Kim Jones Takes A Nostalgic Look At 1980s Subculture For FENDI FW24

Emma Hodgson   |   22-02-2024

Artistic Director Kim Jones presented a collection which celebrated a marriage of opposites at FENDI’s Milan Fashion Week show.

For F2W24 pieces were both utilitarian and extravagant, simple and yet theatrical and took influence from both the town and country life. 

Jones also looked to the house’s 1980s archives and the designs from that era in the context of British subculture trends which were garnering international interest at the time. 

He explains: “The [1984 FENDI] sketches reminded me of London during that period: the Blitz Kids, the New Romantics, the adoption of workwear, aristocratic style, Japanese style…It was a point when British subcultures and styles became global and absorbed global influences. Yet still with a British elegance in ease and not [caring] what anybody else thinks, something that chimes with Roman style.”

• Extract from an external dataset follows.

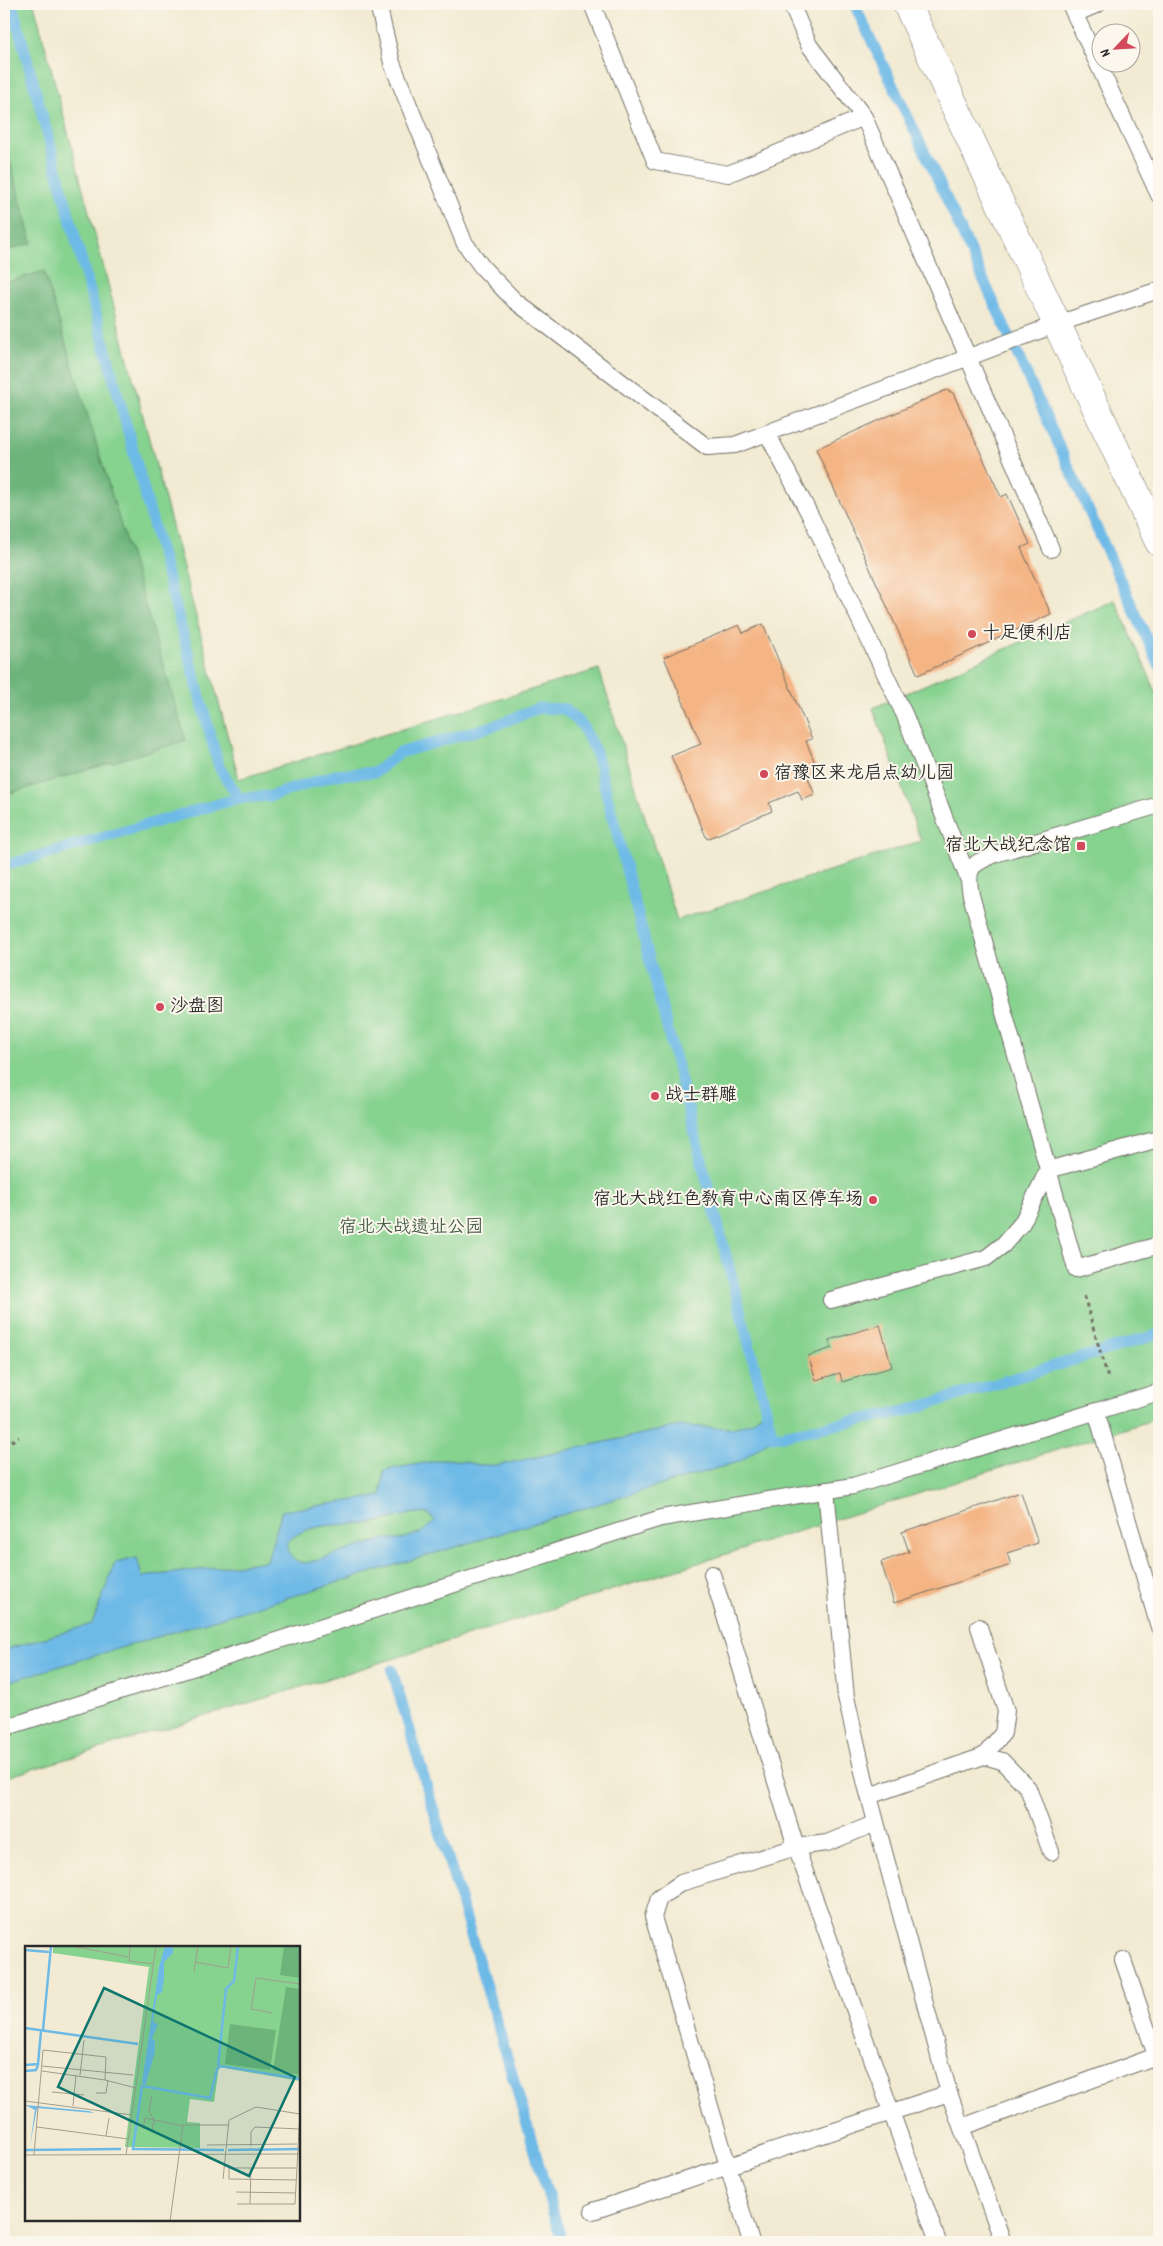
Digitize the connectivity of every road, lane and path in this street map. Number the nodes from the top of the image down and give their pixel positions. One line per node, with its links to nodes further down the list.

The designer continued: “FENDI has a background in utility. And the way the Fendi family dresses, it’s really with an eye on that. I remember when I first met Silvia Venturini Fendi, she was wearing a very chic utilitarian suit – almost a Safari suit. That fundamentally shaped my view of what FENDI is: it is how a woman dresses who has something substantial to do. And she can have fun while doing it.”

In the latest collection, Jones explores an ease of dressing where London nonchalance meets Roman freedom, and utility becomes a statement of intent. 

For FW24, luxury is found in the sumptuous comfort and strident confidence the clothing and accessories give the wearer to express themselves. Simultaneously practical and playful, a sense of duality – a very FENDI quality – infuses the collection.

Throughout the collection, FENDI’s past is made present in recurring codes and motifs that stretch back to the beginnings of the house. 

The house’s 2025 centenary also plays on the horizon with a linking thread of the Selleria tying the present to the past, as a motif in garments and leather goods.

 From its initial inspiration and creation by Roman master saddlers, the Selleria finds form this season perhaps most startlingly in the leather riding boots that dominate the collection, the Chupa Chups lollipop holder – Salvador Dalí drew the logo after all which is now united with FF wrapping – and in the designs by Delfina Delettrez Fendi, Artistic Director of Jewellery. Here, metal thread hardware is stitched through statement leather bangles, while its meaning is echoed again in giant leather and metal chains.

In the bags by Silvia Venturini Fendi, Artistic Director of Accessories and Menswear, past styles are deconstructed and revivified, constructions softened and reconfigured. Eschewing embellishment and embracing tactility and utility, sumptuous leathers in rich, natural colours dominate new versions of Peekaboo, Baguette and By The Way bags. 

New for season is the Simply FENDI, a soft satchel that is accompanied by the Roll bag, a new rounded shopper. Worn in multiples and grasped in a multiplicity of ways, there is a reiteration in this gesture that there is not just one FENDI woman, but many FENDI women with an encouragement for them to find themselves in what they choose and what they wear.